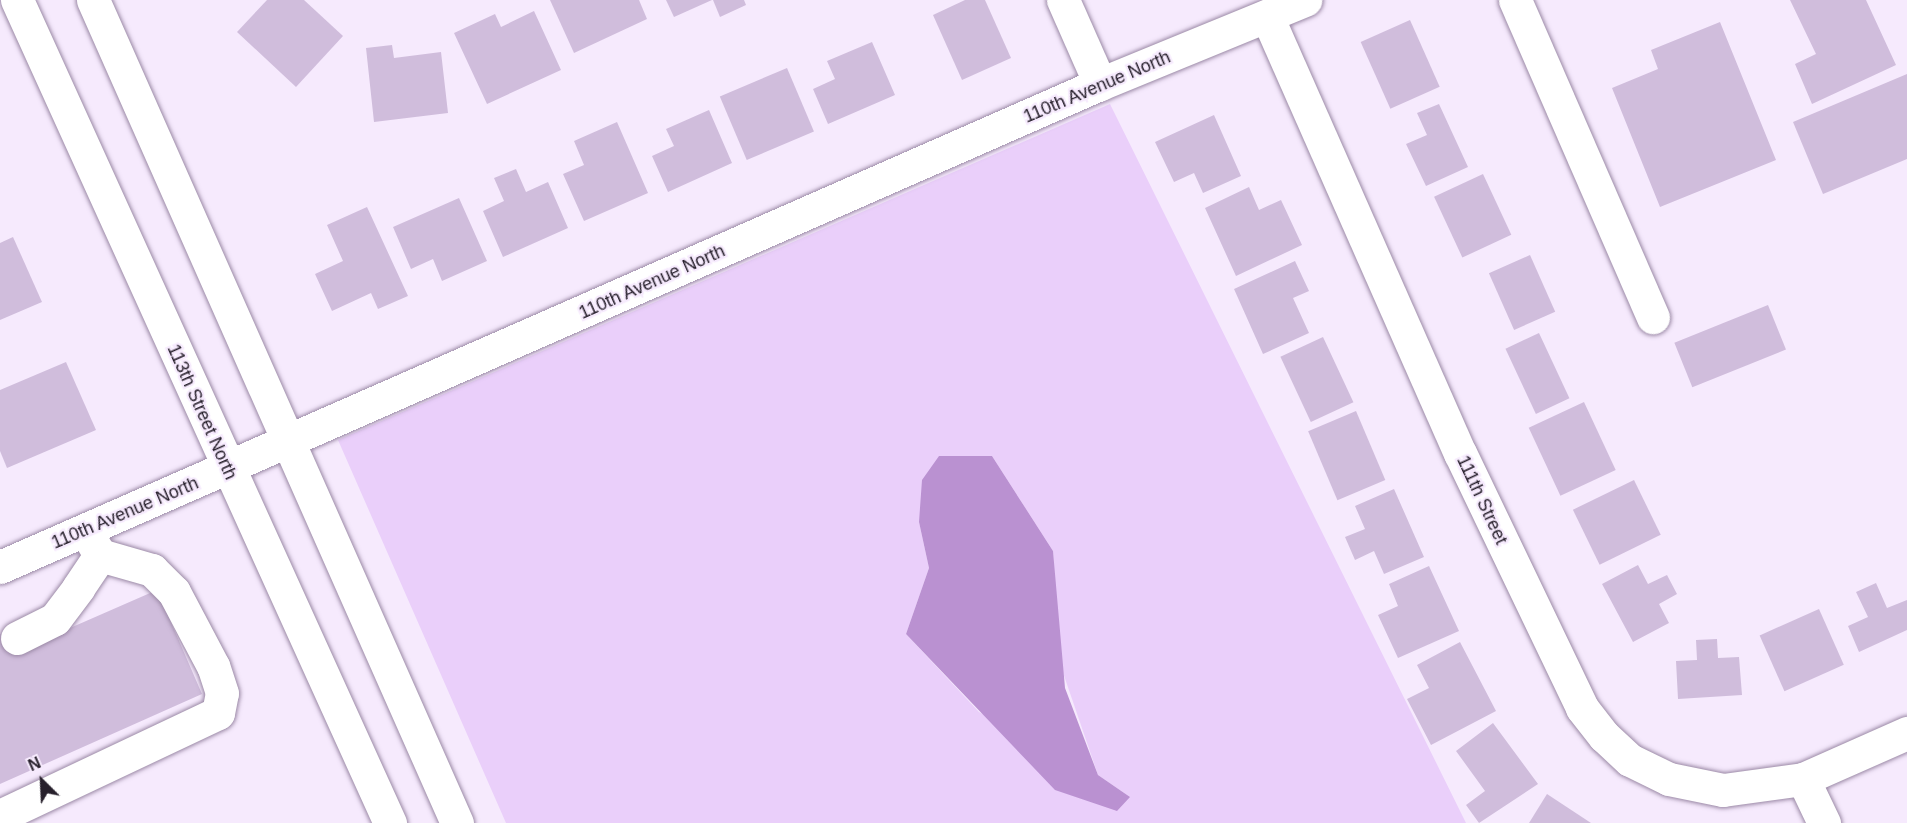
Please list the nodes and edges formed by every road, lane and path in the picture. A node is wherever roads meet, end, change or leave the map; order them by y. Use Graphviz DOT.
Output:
graph roads {
  1 [pos="17,0"];
  2 [pos="93,0"];
  3 [pos="1064,0"];
  4 [pos="1305,0"];
  5 [pos="1515,0"];
  6 [pos="1267,16"];
  7 [pos="1100,84"];
  8 [pos="1653,317"];
  9 [pos="291,442"];
  10 [pos="227,469"];
  11 [pos="93,543"];
  12 [pos="0,567"];
  13 [pos="17,638"];
  14 [pos="1907,733"];
  15 [pos="1803,779"];
  16 [pos="0,816"];
  17 [pos="390,823"];
  18 [pos="457,823"];
  19 [pos="1824,823"];
  1 -- 10 [label="street, 113th Street North"];
  2 -- 9 [label="street"];
  3 -- 7 [label="street"];
  4 -- 6 [label="street, 110th Avenue North"];
  5 -- 8 [label="street"];
  6 -- 7 [label="street, 110th Avenue North"];
  6 -- 15 [label="street, 111th Street"];
  7 -- 9 [label="street, 110th Avenue North"];
  9 -- 10 [label="street, 110th Avenue North"];
  9 -- 18 [label="street"];
  10 -- 11 [label="street, 110th Avenue North"];
  10 -- 17 [label="street, 113th Street North"];
  11 -- 12 [label="street, 110th Avenue North"];
  11 -- 13 [label="street"];
  11 -- 16 [label="street"];
  14 -- 15 [label="street, 111th Street"];
  15 -- 19 [label="street"];
}
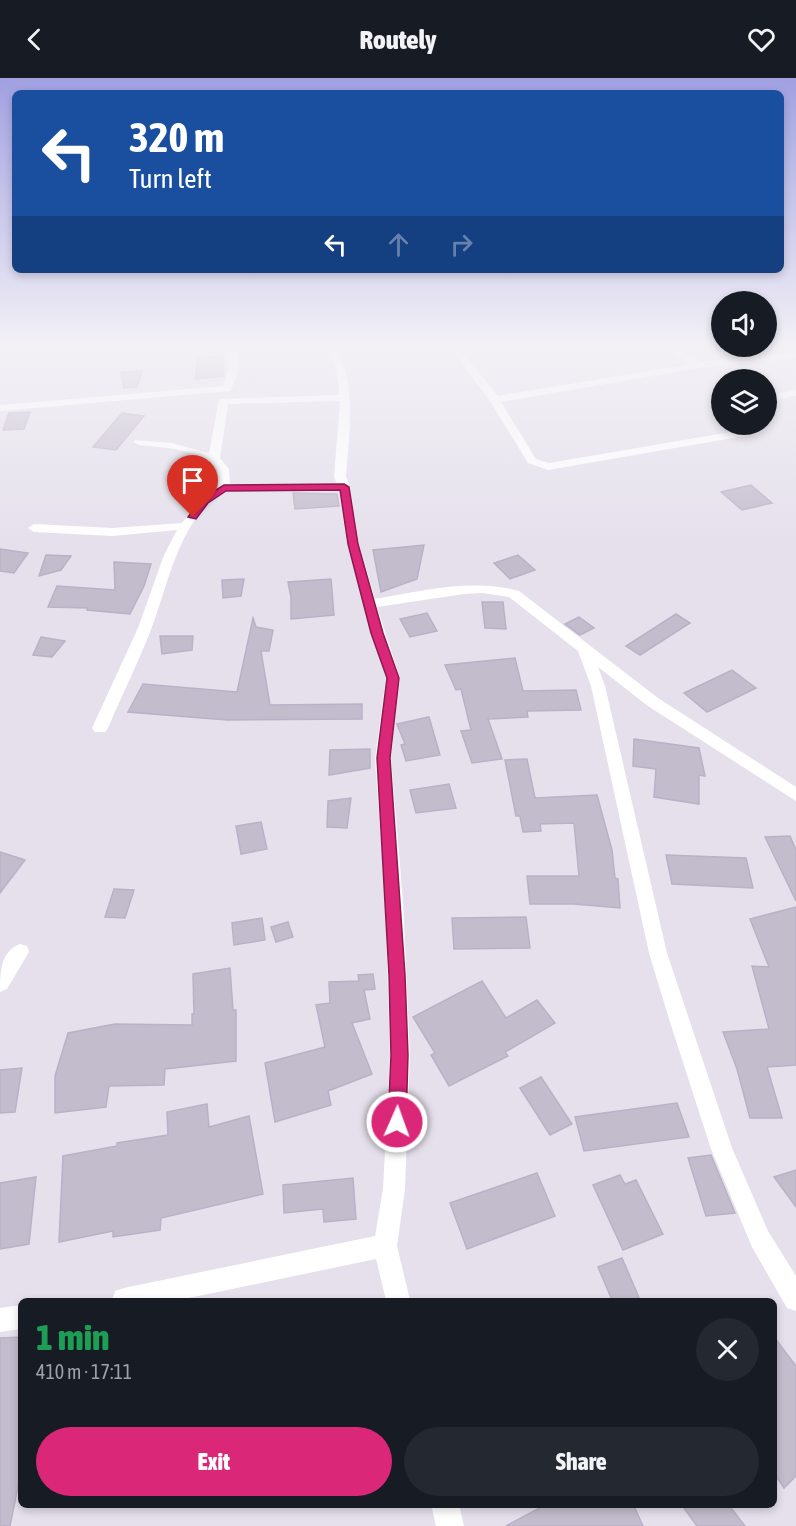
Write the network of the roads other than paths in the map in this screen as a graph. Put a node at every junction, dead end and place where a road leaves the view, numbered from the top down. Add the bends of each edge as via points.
1 (221, 412) edge
2 (343, 412) edge
3 (502, 412) edge
4 (733, 435) edge
5 (139, 442) dead end
6 (214, 459) junction
7 (344, 487) junction
8 (224, 488) junction
9 (186, 526) junction
10 (34, 528) dead end
11 (370, 604) junction
12 (585, 650) junction
13 (100, 728) dead end
14 (796, 795) edge
15 (20, 952) dead end
16 (0, 983) edge
17 (385, 1246) junction
18 (134, 1298) edge
19 (398, 1298) edge
20 (796, 1299) edge
21 (18, 1317) edge
22 (0, 1320) edge
23 (446, 1508) edge
24 (450, 1526) edge

1 - 6 street
2 - 7 street via 340,477
3 - 4 street via 531,461 548,467
5 - 6 street via 177,446
6 - 8 street via 223,468
7 - 8 street
7 - 11 street via 353,544
8 - 9 street via 205,501
9 - 10 street via 112,532
9 - 13 street via 170,555 145,628
11 - 12 street via 482,588 504,589
11 - 17 street via 393,678 383,758 400,1055 394,1190
12 - 14 street via 653,702
12 - 20 street via 598,686 658,952 679,1019 722,1149 760,1239
15 - 16 street
17 - 18 street
17 - 19 street
21 - 22 street
23 - 24 street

········

_REQUIREMENT_
Exactly the lines from the line holding "Write the network" through the close of the listing above make up the answer; include nothing else.

_REPLY TO THE TASK_
Write the network of the roads other than paths in the map in this screen as a graph. Put a node at every junction, dead end and place where a road leaves the view, numbered from the top down. Add the bends of each edge as via points.
1 (221, 412) edge
2 (343, 412) edge
3 (502, 412) edge
4 (733, 435) edge
5 (139, 442) dead end
6 (214, 459) junction
7 (344, 487) junction
8 (224, 488) junction
9 (186, 526) junction
10 (34, 528) dead end
11 (370, 604) junction
12 (585, 650) junction
13 (100, 728) dead end
14 (796, 795) edge
15 (20, 952) dead end
16 (0, 983) edge
17 (385, 1246) junction
18 (134, 1298) edge
19 (398, 1298) edge
20 (796, 1299) edge
21 (18, 1317) edge
22 (0, 1320) edge
23 (446, 1508) edge
24 (450, 1526) edge

1 - 6 street
2 - 7 street via 340,477
3 - 4 street via 531,461 548,467
5 - 6 street via 177,446
6 - 8 street via 223,468
7 - 8 street
7 - 11 street via 353,544
8 - 9 street via 205,501
9 - 10 street via 112,532
9 - 13 street via 170,555 145,628
11 - 12 street via 482,588 504,589
11 - 17 street via 393,678 383,758 400,1055 394,1190
12 - 14 street via 653,702
12 - 20 street via 598,686 658,952 679,1019 722,1149 760,1239
15 - 16 street
17 - 18 street
17 - 19 street
21 - 22 street
23 - 24 street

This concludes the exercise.